DIRECTIONS FOR THIS TASK
Every record that follows should appear again in your answer, exactly the same.

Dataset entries
------------------------------
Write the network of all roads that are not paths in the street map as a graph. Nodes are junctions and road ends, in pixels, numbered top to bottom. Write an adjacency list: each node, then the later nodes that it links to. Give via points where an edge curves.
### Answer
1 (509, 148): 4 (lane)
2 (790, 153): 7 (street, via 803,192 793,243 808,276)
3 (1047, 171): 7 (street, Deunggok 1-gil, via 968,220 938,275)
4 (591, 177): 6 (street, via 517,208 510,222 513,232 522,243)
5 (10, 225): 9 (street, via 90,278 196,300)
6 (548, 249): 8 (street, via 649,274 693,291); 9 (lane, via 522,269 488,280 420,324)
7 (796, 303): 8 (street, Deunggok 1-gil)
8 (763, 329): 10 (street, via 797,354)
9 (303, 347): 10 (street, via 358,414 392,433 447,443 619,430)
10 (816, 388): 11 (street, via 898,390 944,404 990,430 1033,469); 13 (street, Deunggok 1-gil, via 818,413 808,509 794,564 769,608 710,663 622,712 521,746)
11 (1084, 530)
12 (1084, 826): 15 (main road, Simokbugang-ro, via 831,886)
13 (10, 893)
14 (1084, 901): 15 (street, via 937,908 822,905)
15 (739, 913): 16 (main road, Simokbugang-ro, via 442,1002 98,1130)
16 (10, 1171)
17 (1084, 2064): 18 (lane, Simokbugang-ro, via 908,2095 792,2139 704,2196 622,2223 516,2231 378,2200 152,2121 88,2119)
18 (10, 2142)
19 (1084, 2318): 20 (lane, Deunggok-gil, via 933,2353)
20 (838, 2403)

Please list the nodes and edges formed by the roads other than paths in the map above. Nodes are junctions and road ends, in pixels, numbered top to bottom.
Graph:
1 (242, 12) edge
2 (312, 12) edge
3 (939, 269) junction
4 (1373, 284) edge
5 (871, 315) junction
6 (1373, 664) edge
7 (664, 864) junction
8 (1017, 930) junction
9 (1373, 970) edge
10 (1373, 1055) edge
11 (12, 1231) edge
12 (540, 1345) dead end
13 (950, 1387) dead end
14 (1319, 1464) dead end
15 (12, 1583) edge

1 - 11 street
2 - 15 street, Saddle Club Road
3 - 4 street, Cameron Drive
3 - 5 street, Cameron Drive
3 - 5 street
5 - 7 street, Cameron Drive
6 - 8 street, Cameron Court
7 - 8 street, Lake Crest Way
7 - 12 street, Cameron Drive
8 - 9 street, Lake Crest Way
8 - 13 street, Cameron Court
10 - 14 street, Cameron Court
------------------------------
RESULT FOR THIS TASK
Write the network of all roads that are not paths in the street map as a graph. Nodes are junctions and road ends, in pixels, numbered top to bottom. Write an adjacency list: each node, then the later nodes that it links to. Give via points where an edge curves.
### Answer
1 (509, 148): 4 (lane)
2 (790, 153): 7 (street, via 803,192 793,243 808,276)
3 (1047, 171): 7 (street, Deunggok 1-gil, via 968,220 938,275)
4 (591, 177): 6 (street, via 517,208 510,222 513,232 522,243)
5 (10, 225): 9 (street, via 90,278 196,300)
6 (548, 249): 8 (street, via 649,274 693,291); 9 (lane, via 522,269 488,280 420,324)
7 (796, 303): 8 (street, Deunggok 1-gil)
8 (763, 329): 10 (street, via 797,354)
9 (303, 347): 10 (street, via 358,414 392,433 447,443 619,430)
10 (816, 388): 11 (street, via 898,390 944,404 990,430 1033,469); 13 (street, Deunggok 1-gil, via 818,413 808,509 794,564 769,608 710,663 622,712 521,746)
11 (1084, 530)
12 (1084, 826): 15 (main road, Simokbugang-ro, via 831,886)
13 (10, 893)
14 (1084, 901): 15 (street, via 937,908 822,905)
15 (739, 913): 16 (main road, Simokbugang-ro, via 442,1002 98,1130)
16 (10, 1171)
17 (1084, 2064): 18 (lane, Simokbugang-ro, via 908,2095 792,2139 704,2196 622,2223 516,2231 378,2200 152,2121 88,2119)
18 (10, 2142)
19 (1084, 2318): 20 (lane, Deunggok-gil, via 933,2353)
20 (838, 2403)

Please list the nodes and edges formed by the roads other than paths in the map above. Nodes are junctions and road ends, in pixels, numbered top to bottom.
Graph:
1 (242, 12) edge
2 (312, 12) edge
3 (939, 269) junction
4 (1373, 284) edge
5 (871, 315) junction
6 (1373, 664) edge
7 (664, 864) junction
8 (1017, 930) junction
9 (1373, 970) edge
10 (1373, 1055) edge
11 (12, 1231) edge
12 (540, 1345) dead end
13 (950, 1387) dead end
14 (1319, 1464) dead end
15 (12, 1583) edge

1 - 11 street
2 - 15 street, Saddle Club Road
3 - 4 street, Cameron Drive
3 - 5 street, Cameron Drive
3 - 5 street
5 - 7 street, Cameron Drive
6 - 8 street, Cameron Court
7 - 8 street, Lake Crest Way
7 - 12 street, Cameron Drive
8 - 9 street, Lake Crest Way
8 - 13 street, Cameron Court
10 - 14 street, Cameron Court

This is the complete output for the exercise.